Please repeat the data shown below, word for word.

Task input Block Start

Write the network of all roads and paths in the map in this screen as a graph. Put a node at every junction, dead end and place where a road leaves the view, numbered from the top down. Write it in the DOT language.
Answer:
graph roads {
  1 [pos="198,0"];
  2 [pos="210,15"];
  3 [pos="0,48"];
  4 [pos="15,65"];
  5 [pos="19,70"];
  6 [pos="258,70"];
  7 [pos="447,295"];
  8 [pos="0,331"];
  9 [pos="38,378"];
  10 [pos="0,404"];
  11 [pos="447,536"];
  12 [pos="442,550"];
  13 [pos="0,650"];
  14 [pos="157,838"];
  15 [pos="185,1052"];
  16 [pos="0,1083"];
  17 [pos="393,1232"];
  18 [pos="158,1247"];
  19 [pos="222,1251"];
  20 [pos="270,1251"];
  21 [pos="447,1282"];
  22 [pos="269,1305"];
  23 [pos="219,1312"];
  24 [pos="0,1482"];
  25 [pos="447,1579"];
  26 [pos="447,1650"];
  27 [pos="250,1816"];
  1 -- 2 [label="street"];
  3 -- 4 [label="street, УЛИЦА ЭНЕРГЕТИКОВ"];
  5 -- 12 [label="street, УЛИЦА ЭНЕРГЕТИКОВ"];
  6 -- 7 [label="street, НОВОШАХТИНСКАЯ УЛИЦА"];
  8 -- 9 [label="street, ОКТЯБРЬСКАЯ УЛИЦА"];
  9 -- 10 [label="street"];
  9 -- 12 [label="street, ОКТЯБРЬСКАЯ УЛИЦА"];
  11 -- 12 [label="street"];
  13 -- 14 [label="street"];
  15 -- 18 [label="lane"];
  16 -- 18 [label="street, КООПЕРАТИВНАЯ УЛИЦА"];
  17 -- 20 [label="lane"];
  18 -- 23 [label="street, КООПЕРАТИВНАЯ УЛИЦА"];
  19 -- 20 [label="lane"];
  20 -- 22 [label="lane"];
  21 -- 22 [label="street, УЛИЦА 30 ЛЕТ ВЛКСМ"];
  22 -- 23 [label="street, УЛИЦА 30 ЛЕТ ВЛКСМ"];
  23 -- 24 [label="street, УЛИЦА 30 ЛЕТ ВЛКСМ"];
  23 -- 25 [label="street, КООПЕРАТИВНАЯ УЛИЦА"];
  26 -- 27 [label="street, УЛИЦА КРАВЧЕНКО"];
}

Task input Block End

Solution to the problem:
Write the network of all roads and paths in the map in this screen as a graph. Put a node at every junction, dead end and place where a road leaves the view, numbered from the top down. Write it in the DOT language.
Answer:
graph roads {
  1 [pos="198,0"];
  2 [pos="210,15"];
  3 [pos="0,48"];
  4 [pos="15,65"];
  5 [pos="19,70"];
  6 [pos="258,70"];
  7 [pos="447,295"];
  8 [pos="0,331"];
  9 [pos="38,378"];
  10 [pos="0,404"];
  11 [pos="447,536"];
  12 [pos="442,550"];
  13 [pos="0,650"];
  14 [pos="157,838"];
  15 [pos="185,1052"];
  16 [pos="0,1083"];
  17 [pos="393,1232"];
  18 [pos="158,1247"];
  19 [pos="222,1251"];
  20 [pos="270,1251"];
  21 [pos="447,1282"];
  22 [pos="269,1305"];
  23 [pos="219,1312"];
  24 [pos="0,1482"];
  25 [pos="447,1579"];
  26 [pos="447,1650"];
  27 [pos="250,1816"];
  1 -- 2 [label="street"];
  3 -- 4 [label="street, УЛИЦА ЭНЕРГЕТИКОВ"];
  5 -- 12 [label="street, УЛИЦА ЭНЕРГЕТИКОВ"];
  6 -- 7 [label="street, НОВОШАХТИНСКАЯ УЛИЦА"];
  8 -- 9 [label="street, ОКТЯБРЬСКАЯ УЛИЦА"];
  9 -- 10 [label="street"];
  9 -- 12 [label="street, ОКТЯБРЬСКАЯ УЛИЦА"];
  11 -- 12 [label="street"];
  13 -- 14 [label="street"];
  15 -- 18 [label="lane"];
  16 -- 18 [label="street, КООПЕРАТИВНАЯ УЛИЦА"];
  17 -- 20 [label="lane"];
  18 -- 23 [label="street, КООПЕРАТИВНАЯ УЛИЦА"];
  19 -- 20 [label="lane"];
  20 -- 22 [label="lane"];
  21 -- 22 [label="street, УЛИЦА 30 ЛЕТ ВЛКСМ"];
  22 -- 23 [label="street, УЛИЦА 30 ЛЕТ ВЛКСМ"];
  23 -- 24 [label="street, УЛИЦА 30 ЛЕТ ВЛКСМ"];
  23 -- 25 [label="street, КООПЕРАТИВНАЯ УЛИЦА"];
  26 -- 27 [label="street, УЛИЦА КРАВЧЕНКО"];
}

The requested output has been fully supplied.